First, we need to be careful about defining the dividing lines between these zones. While zone I needs to be defined precisely, since the goal is to set the geographical scope of application for the legal framework governing network sharing, the dividing line between zones II and III will depend on rollout economics, which are not entirely clear as yet, and on how successful shared investment schemes prove. It can therefore not be defined ahead of time by an administrative decision but, rather, it will be the market’s dynamism or, on the contrary, its shortcomings, that will determine these borders.

In addition, although public involvement in very densely populated areas (zone I) may appear at odds with Community laws, notably the European Commission’s draft guidelines on State aid for ultra high-speed networks, a much broader scope of intervention is possible in zones II and III.

Moreover, regional development needs will necessarily bring local players to engage in global projects for these two types of zone. Lastly, there is always the possibility of public authorities acting as informed investors – as is the case with the city of Amsterdam’s passive CityNet network which was approved by the European Commission on the grounds that the city of Amsterdam was investing as a private player in a profitable network, alongside other private sector players.
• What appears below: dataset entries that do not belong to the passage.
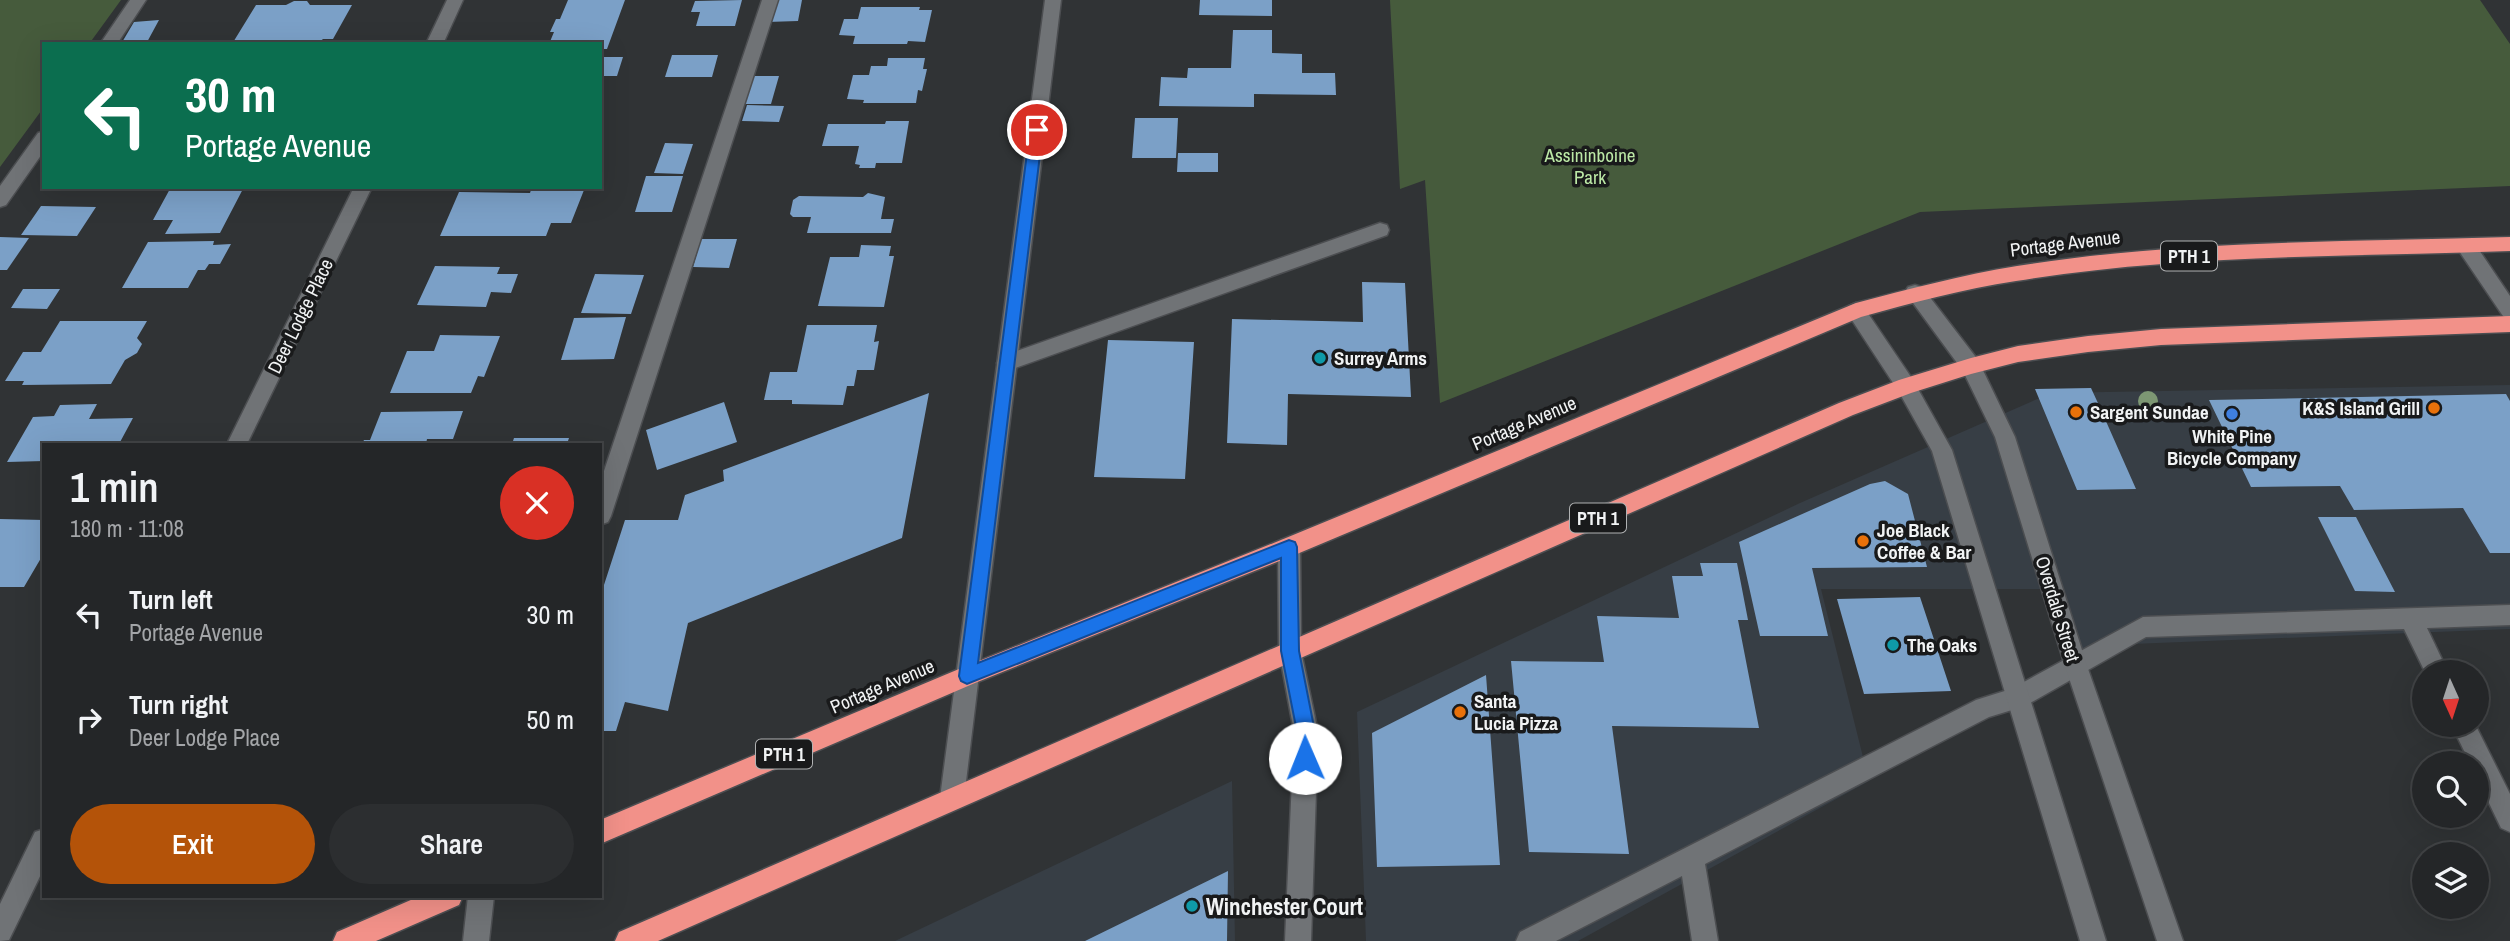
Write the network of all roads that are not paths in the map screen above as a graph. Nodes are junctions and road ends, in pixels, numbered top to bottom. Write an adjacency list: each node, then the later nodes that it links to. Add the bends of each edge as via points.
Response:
1 (138, 0): 5 (street)
2 (455, 0): 6 (street)
3 (769, 0): 21 (street)
4 (1053, 0): 17 (street)
5 (109, 42)
6 (435, 42)
7 (42, 140): 9 (street)
8 (362, 189): 20 (street, Deer Lodge Place)
9 (0, 200)
10 (1380, 230): 17 (street)
11 (2510, 244): 12 (highway, Portage Avenue / PTH 1)
12 (2466, 246): 13 (highway, Portage Avenue / PTH 1, via 2110,261 1987,277); 14 (street)
13 (1915, 292): 15 (highway, Portage Avenue / PTH 1); 18 (street, Overdale Street)
14 (2510, 311)
15 (1856, 312): 19 (street); 22 (highway, Portage Avenue / PTH 1)
16 (2510, 324): 18 (highway, PTH 1, via 2161,337 2018,354)
17 (1007, 363): 28 (street)
18 (1971, 366): 19 (highway, PTH 1); 27 (street, Overdale Street, via 2005,437)
19 (1906, 386): 25 (highway, PTH 1); 29 (street, via 1942,450)
20 (237, 443)
21 (602, 510)
22 (1289, 547): 25 (street); 28 (highway, Portage Avenue / PTH 1)
23 (2510, 615): 24 (street)
24 (2411, 620): 26 (street); 27 (street, via 2143,627)
25 (1290, 651): 31 (highway, PTH 1); 42 (street, via 1306,732)
26 (2431, 660)
27 (2076, 666): 29 (street); 46 (street, Overdale Street)
28 (967, 676): 31 (street); 33 (highway, Portage Avenue / PTH 1)
29 (2017, 698): 35 (street, via 1984,708); 45 (street)
30 (2469, 737): 32 (street)
31 (952, 798): 41 (highway, PTH 1)
32 (2510, 820)
33 (602, 831)
34 (42, 845): 38 (street)
35 (1692, 858): 43 (street); 44 (street)
36 (445, 898): 39 (highway)
37 (481, 898): 40 (street)
38 (0, 931)
39 (346, 941)
40 (476, 941)
41 (628, 941)
42 (1298, 941)
43 (1529, 941)
44 (1706, 941)
45 (2093, 941)
46 (2170, 941)

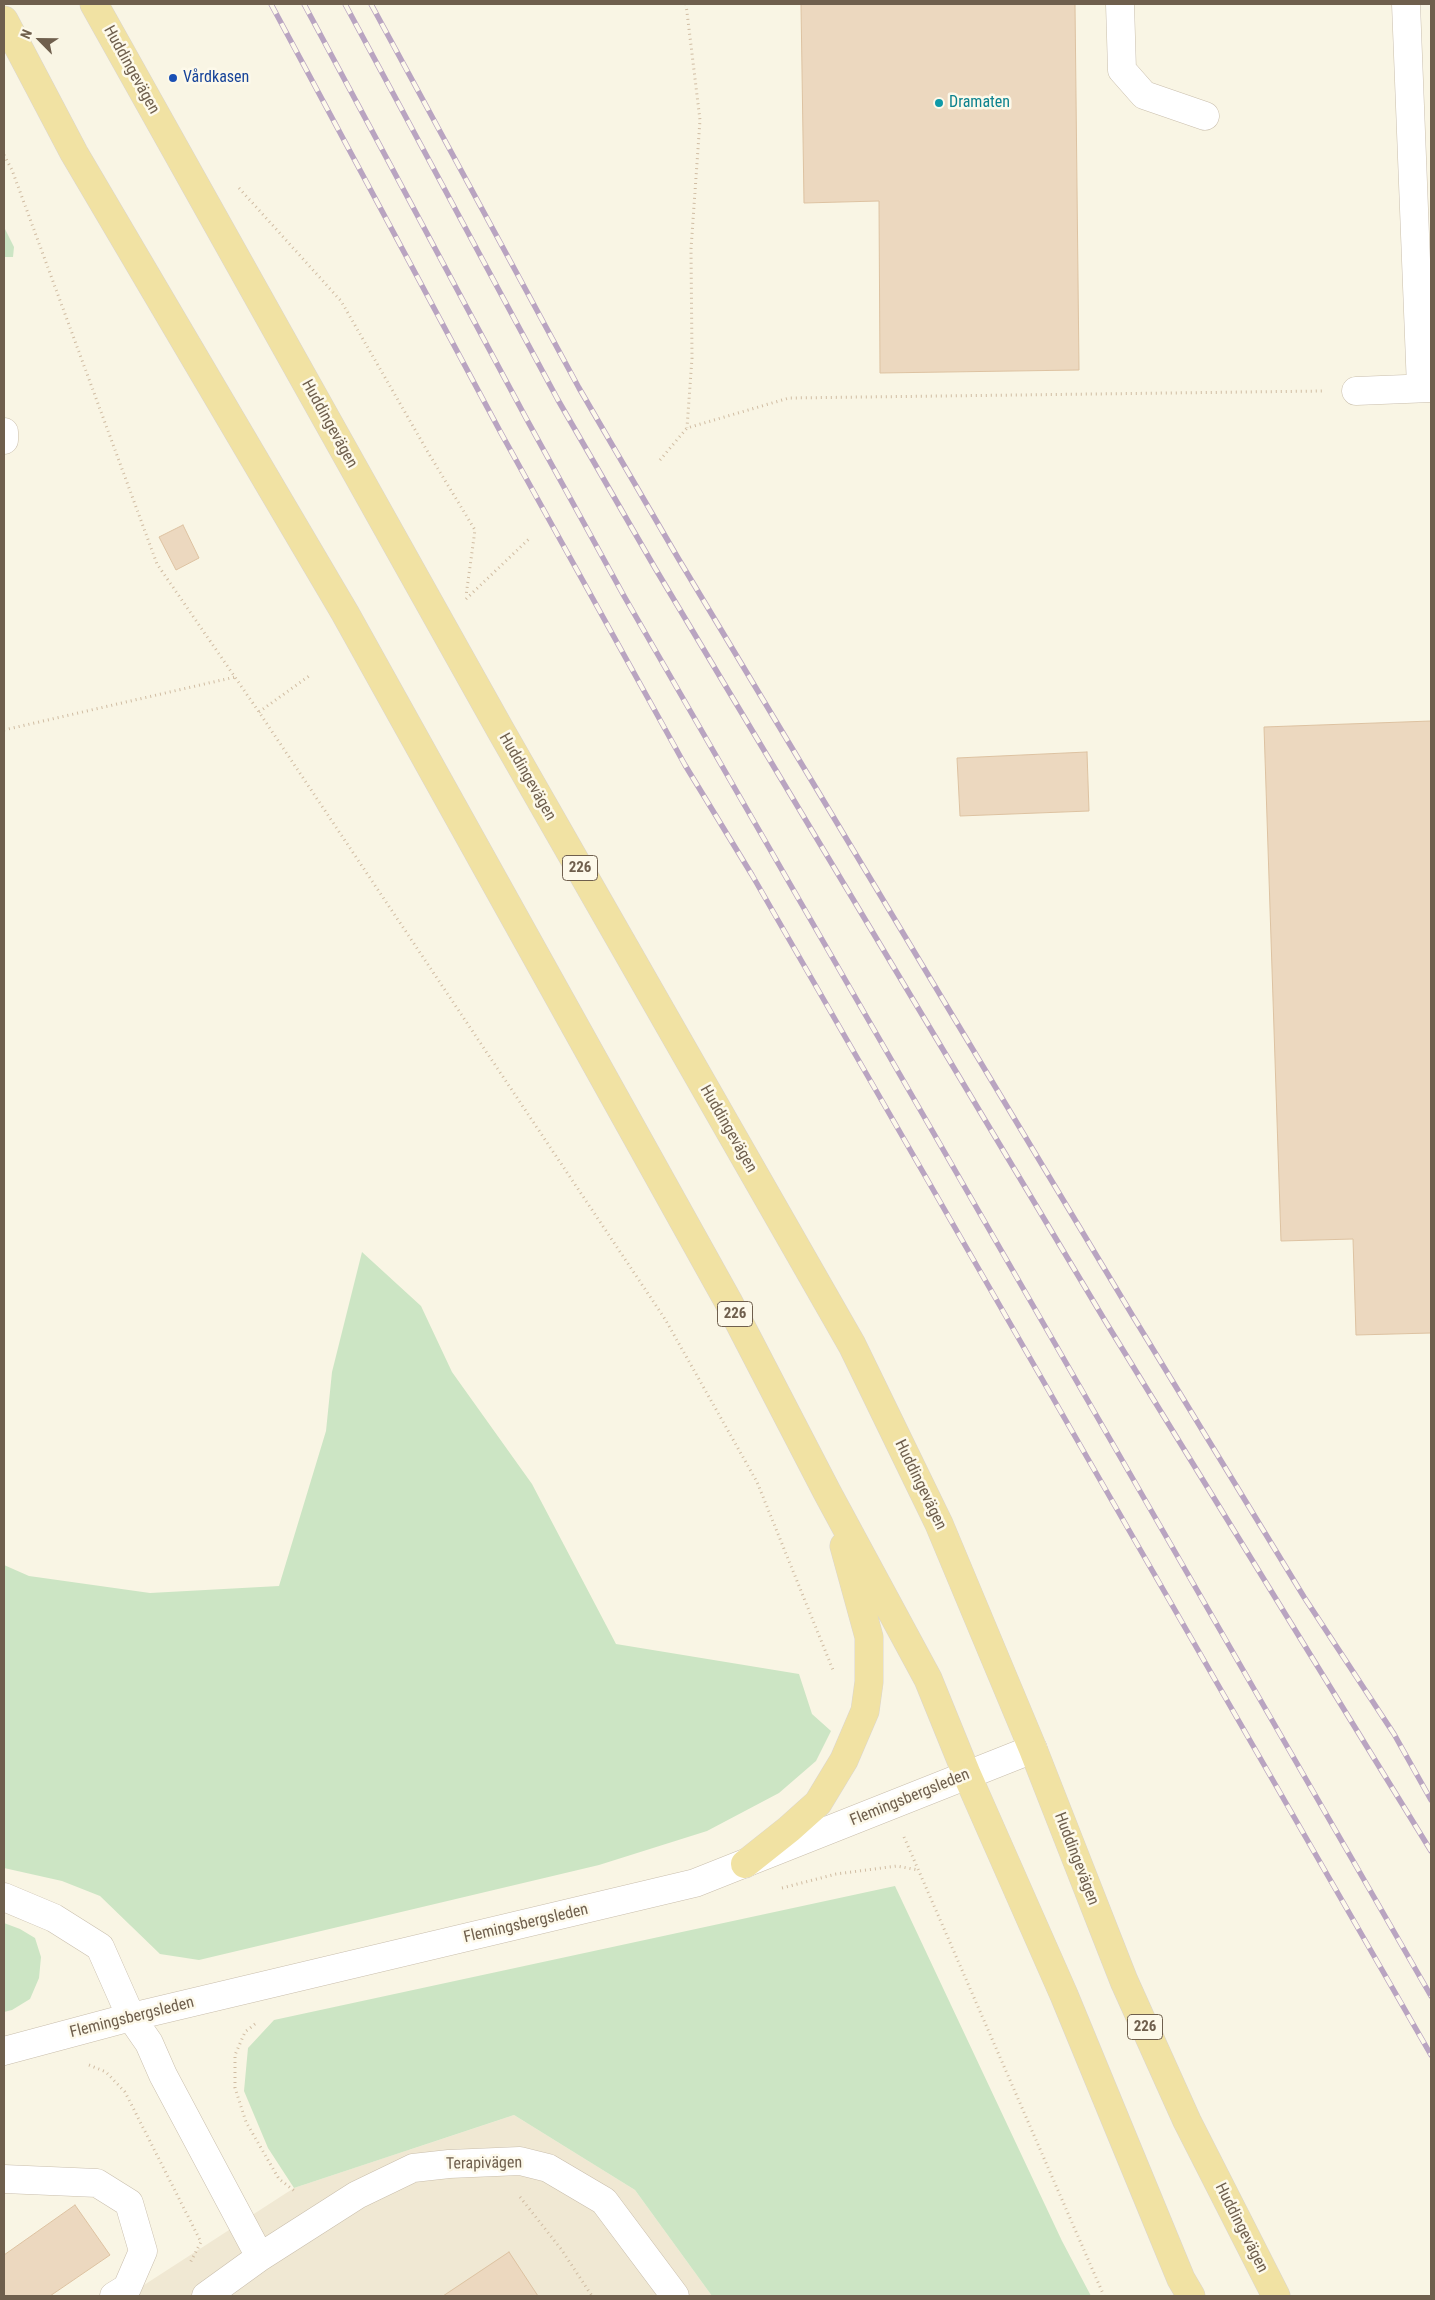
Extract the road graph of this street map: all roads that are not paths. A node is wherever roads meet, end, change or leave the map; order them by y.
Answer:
1 (94, 4) edge
2 (1120, 4) edge
3 (1406, 4) edge
4 (4, 20) edge
5 (1205, 116) dead end
6 (1426, 388) edge
7 (1356, 391) road end
8 (4, 432) edge
9 (4, 440) edge
10 (827, 1492) junction
11 (1033, 1749) junction
12 (967, 1775) junction
13 (745, 1864) junction
14 (4, 1897) edge
15 (131, 2017) junction
16 (4, 2051) edge
17 (4, 2180) edge
18 (260, 2257) junction
19 (114, 2296) edge
20 (206, 2296) edge
21 (675, 2296) edge
22 (1191, 2296) edge
23 (1276, 2296) edge

1 - 11 main road, Huddingevägen / 226
2 - 5 street
3 - 6 street
4 - 10 main road, 226
6 - 7 street
8 - 9 street
10 - 12 main road, 226
10 - 13 main road
11 - 12 street, Flemingsbergsleden
11 - 23 main road, Huddingevägen / 226
12 - 13 street, Flemingsbergsleden
12 - 22 main road, 226
13 - 15 street, Flemingsbergsleden
14 - 15 street
15 - 16 street, Flemingsbergsleden
15 - 18 street
17 - 19 street
18 - 20 street, Terapivägen
18 - 21 street, Terapivägen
It is in this legal and economic framework, then, that public investment priorities need to be set for zones II and III.

From a more general perspective, public authority involvement needs to be part of a digital regional development plan aimed at ensuring the coherence of public initiatives and providing a sound complement to private investment. This is why the Pintat Act plans on having guidelines, produced by local authorities in tandem with State departments and operators. These guidelines will provide an opportunity to underscore the importance of the role played by local authorities, notably as the managers of public property. Local authorities can also make a direct contribution to accelerating demand by equipping their social housing with fibre.

This process of digital regional development must not be confined to ultra-fast broadband. In some parts of the country, and under certain conditions, a project to increase access speeds, in other words pulling fibre to the cabinet, or rolling out an optical fibre collection network for wireless services (Wi-Fi, WiMAX, cellular), can constitute an intermediate step towards ultra high-speed access which will itself be achieved with the deployment of fibre to the home.

It is nevertheless essential that the investments made in increasing bitrates be part of a process of preparing the future deployment of ultra-fast broadband, and not undermine the investments that private operators have already made, notably in unbundling, which would be a groundless waste of funds. To facilitate the implementation of projects devoted to increasing access speeds under the proper conditions, ARCEP will publish a set of recommendations, before the end of the year and after having consulted with the market players, which will act as a "toolbox" for local authorities and operators.

Finally, and to conclude, I would like to underscore that the distinction between these three zones should not lead to overly sequential deployments: although fibre rollouts are lengthy undertakings, which will begin in the most densely populated areas, it is important that preliminary work begin right away on setting the terms for deployments in the rest of the country. Our fellow citizens can understand that not everyone will have access to ultra-fast broadband immediately and at the same time, but they are not willing to accept an excessively long wait, either. Here, then, by stepping up investments, State aid will help not only to strengthen growth but also solidarity between regions.